Так что же можем мы, литераторы, мастера слова, гуманисты, избравшие методом своего творчества самый передовой и испытанный метод социалистического реализма?
Разумеется, можно много говорить на данную тему в прекрасном Баку, Минске, Москве или благословенной Софии, можно даже сказать, что все это стало делом привычным, как привычны наши выступления и резолюции, составленные из очень знакомых, давно обкатанных слов. Следует заметить — очень хороших и правильных слов, но, по-видимому, недостаточных перед той угрозой, с которой столкнулось человечество. Очевидно, нужны новые действенные меры, может быть, новые слова, а главное — новые идеи.
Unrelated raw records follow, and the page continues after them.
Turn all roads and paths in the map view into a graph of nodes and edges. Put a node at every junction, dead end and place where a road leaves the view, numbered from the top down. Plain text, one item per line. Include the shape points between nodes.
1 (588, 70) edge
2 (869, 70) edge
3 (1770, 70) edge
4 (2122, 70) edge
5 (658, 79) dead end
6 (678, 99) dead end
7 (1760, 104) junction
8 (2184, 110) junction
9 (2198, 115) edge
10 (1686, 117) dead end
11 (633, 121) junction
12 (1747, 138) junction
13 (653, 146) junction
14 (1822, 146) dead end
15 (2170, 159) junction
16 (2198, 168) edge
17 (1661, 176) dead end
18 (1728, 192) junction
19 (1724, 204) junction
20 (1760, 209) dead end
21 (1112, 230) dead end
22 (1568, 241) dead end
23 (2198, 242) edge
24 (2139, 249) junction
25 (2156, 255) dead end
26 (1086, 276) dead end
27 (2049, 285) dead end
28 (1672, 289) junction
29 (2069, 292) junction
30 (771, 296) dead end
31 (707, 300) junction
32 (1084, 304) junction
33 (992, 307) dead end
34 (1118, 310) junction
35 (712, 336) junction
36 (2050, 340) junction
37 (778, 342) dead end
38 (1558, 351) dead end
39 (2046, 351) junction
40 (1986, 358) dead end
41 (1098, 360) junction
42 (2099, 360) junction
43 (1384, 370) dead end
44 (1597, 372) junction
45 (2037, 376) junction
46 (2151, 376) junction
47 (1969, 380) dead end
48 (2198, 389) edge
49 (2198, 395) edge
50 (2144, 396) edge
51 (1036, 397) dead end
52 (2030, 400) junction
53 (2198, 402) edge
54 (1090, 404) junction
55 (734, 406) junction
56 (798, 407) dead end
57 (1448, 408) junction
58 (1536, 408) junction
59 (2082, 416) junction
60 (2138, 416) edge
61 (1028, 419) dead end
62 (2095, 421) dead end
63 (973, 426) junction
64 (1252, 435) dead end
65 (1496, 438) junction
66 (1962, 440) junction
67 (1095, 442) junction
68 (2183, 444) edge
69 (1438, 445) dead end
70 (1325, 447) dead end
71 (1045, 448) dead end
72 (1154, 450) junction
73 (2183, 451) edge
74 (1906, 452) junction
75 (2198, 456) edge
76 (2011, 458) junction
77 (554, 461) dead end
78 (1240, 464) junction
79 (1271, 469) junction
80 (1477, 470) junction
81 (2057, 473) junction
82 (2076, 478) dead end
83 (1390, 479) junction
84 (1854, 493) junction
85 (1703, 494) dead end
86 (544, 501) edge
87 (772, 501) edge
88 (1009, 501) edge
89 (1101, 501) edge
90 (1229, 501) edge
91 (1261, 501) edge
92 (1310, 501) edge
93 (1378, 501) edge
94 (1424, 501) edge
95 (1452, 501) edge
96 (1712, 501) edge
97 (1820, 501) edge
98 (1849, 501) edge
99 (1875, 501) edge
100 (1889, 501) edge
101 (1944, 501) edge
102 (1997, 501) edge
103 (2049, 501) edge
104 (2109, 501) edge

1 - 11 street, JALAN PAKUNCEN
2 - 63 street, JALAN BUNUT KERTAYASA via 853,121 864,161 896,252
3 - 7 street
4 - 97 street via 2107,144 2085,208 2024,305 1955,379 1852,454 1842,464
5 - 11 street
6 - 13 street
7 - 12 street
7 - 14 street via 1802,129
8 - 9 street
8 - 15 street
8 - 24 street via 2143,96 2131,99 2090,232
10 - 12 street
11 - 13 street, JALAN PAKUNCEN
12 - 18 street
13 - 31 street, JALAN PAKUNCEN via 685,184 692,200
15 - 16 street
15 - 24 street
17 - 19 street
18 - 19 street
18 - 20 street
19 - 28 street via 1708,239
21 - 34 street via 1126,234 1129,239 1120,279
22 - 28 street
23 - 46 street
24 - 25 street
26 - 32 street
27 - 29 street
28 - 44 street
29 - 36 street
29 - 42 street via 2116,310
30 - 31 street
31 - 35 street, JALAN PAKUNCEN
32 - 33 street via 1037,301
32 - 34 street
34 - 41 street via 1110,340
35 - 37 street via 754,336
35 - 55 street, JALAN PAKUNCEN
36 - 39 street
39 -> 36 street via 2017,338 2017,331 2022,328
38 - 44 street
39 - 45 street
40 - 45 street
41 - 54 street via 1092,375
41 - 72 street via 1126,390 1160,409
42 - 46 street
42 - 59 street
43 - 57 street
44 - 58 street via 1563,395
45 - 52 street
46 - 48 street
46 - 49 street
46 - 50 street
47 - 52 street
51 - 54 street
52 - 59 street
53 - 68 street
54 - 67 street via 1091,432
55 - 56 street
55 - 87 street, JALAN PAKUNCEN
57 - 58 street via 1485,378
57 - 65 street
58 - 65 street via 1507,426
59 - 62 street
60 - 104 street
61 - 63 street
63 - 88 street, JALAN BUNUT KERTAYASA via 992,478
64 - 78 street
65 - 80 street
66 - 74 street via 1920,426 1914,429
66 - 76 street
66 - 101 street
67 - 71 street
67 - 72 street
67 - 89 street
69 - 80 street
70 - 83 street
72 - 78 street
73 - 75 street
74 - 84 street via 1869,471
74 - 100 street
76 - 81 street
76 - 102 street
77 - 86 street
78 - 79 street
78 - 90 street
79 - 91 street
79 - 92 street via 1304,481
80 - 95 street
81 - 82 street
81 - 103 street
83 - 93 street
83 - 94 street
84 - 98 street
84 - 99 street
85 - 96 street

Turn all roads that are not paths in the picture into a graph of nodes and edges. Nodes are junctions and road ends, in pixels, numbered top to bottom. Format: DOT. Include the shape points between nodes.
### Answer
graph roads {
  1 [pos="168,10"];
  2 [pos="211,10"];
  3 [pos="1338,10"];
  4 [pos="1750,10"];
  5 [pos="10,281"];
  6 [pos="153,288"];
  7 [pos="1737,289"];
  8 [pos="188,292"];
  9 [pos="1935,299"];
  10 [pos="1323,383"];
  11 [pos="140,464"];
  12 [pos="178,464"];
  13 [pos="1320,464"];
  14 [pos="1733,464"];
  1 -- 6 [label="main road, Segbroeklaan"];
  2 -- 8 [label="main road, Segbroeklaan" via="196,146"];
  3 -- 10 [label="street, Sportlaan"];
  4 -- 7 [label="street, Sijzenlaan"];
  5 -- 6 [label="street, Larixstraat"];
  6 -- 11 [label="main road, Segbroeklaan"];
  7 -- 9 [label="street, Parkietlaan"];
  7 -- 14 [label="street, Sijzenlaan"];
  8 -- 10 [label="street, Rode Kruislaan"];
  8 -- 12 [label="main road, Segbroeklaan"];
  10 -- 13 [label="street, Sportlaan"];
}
Но писатели редко создают оригинальные идеи, даже и классики не очень охотно искушались по этой части. А если и искушались проповедовать, как великий Лев Николаевич, то их не очень-то слушали при жизни, да и нынче тоже, расценивая эту проповедь как ошибку, каприз, завихрение старческого разума.
Так что же мы можем?
Мы можем то, что мы умеем: писать. Все мы живем в свое время, и худое ли оно, хорошее ли — для нас другого не будет. И мы должны выполнить наше, как бы сказали в старину, «божье предначертание» — оставить после себя свидетельство об этом времени. Может быть, кое-что из сотворенного нами пригодится, если не сейчас, то когда-либо в будущем. А если не пригодится, что ж, мы не посетуем, вспомнив, сколько из созданного до нас не пригодилось, забыто, а ведь и в прошлом в литературе были не одни бездари. Главное, я думаю, мы должны делать свое дело честно и как можно лучше. Без спешки. Без лести и лукавства. Без желания потрафить во что бы то ни стало. Мы должны помнить, чем заканчивались самые изощренные попытки на этот счет.